TECH

Oyster industry threatened by climate change

Tracy Loew
Statesman Journal
Oysters at hatcheries in Oregon and Washington are showing the effects of ocean acidification.

Ocean acidification threatens coastal economies in Oregon, Washington and 13 other states, a report published Monday in the journal Nature Climate Change concludes.

Communities in those 15 states depend on the $1 billion oyster and clam industry.

An acidifying ocean – triggered by an increase in carbon dioxide – kills young mollusks.

"Ocean acidification has already cost the oyster industry in the Pacific Northwest nearly $110 million and jeopardized about 3,200 jobs," said Julie Ekstrom, who was lead author on the study while with the Natural Resources Defense Council and now is at the University of California at Davis.

"This clearly illustrates the vulnerability of communities dependent on shellfish to ocean acidification," said George Waldbusser, a researcher in OSU's College of Earth, Ocean, and Atmospheric Sciences and co-author on the paper.

The analysis identified several "hot zones."

  • The Pacific Northwest: Oregon and Washington coasts and estuaries have a "potent combination" of risk factors, including cold waters, upwelling currents that bring corrosive waters closer to the surface, corrosive rivers, and nutrient pollution from land runoff.
  • New England: The product ports of Maine and southern New Hampshire feature poorly buffered rivers running into cold New England waters, which are especially enriched with acidifying carbon dioxide.
  • Mid-Atlantic: East coast estuaries including Narragansett Bay, Chesapeake Bay, and Long Island Sound have an abundance of nitrogen pollution, which exacerbates ocean acidification in waters that are shellfish-rich.
  • Gulf of Mexico: Terrebonne and Plaquemines Parishes of Louisiana, and other communities in the region, have shellfish economies based almost solely on oysters, giving this region fewer options for alternative – and possibly more resilient – mollusk fisheries.

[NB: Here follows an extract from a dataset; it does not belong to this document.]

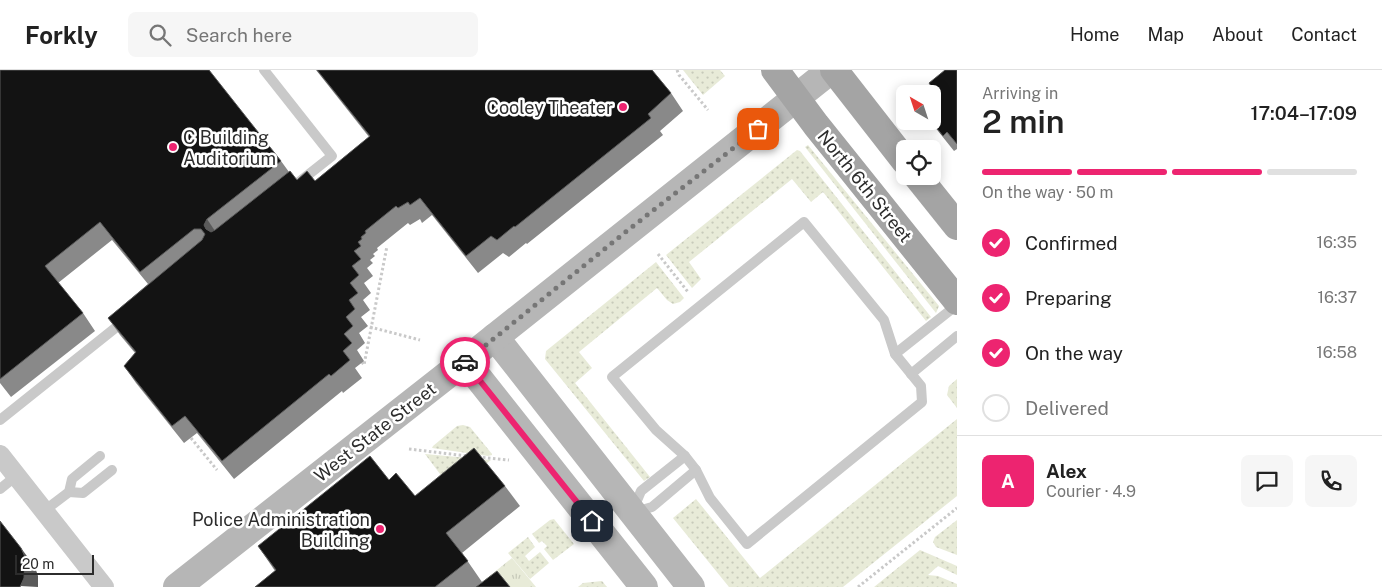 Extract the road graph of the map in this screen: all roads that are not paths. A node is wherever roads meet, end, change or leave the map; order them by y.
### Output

The most economically dependent regions – including Massachusetts, New Jersey, Virginia and Louisiana – are the least prepared to respond, the report states, with minimal research and monitoring assets for ocean acidification.

In the Pacific Northwest, though, a robust research effort led by Oregon State University researchers, has helped oyster hatcheries rebound from near-disastrous larval die-offs over the past decade.

The hatcheries now are able to monitor carbon dioxide in the water in real time and add an "antacid" of sodium carbonate when needed, Waldbusser said.

Miguel Correo Ruiz, dock foreman, picks up an Pacific oyster shell to show off its size at Oregon Oyster Farms in Newport in December 2005.

And OSU recently announced plans to launch a Marine Studies Initiative that would help address complex, multidisciplinary problems such as ocean acidification.

"We are still finding ways to increase the adaptive capacity of these communities and industries to cope, and refining our understanding of various species' specific responses to acidification," Waldbusser said. "Ultimately, however, without curbing carbon emissions, we will eventually run out of tools to address the short-term and we will be stuck with a much larger long-term problem."

The analysis was funded through the National Science Foundation's National Socio-Environmental Synthesis Center.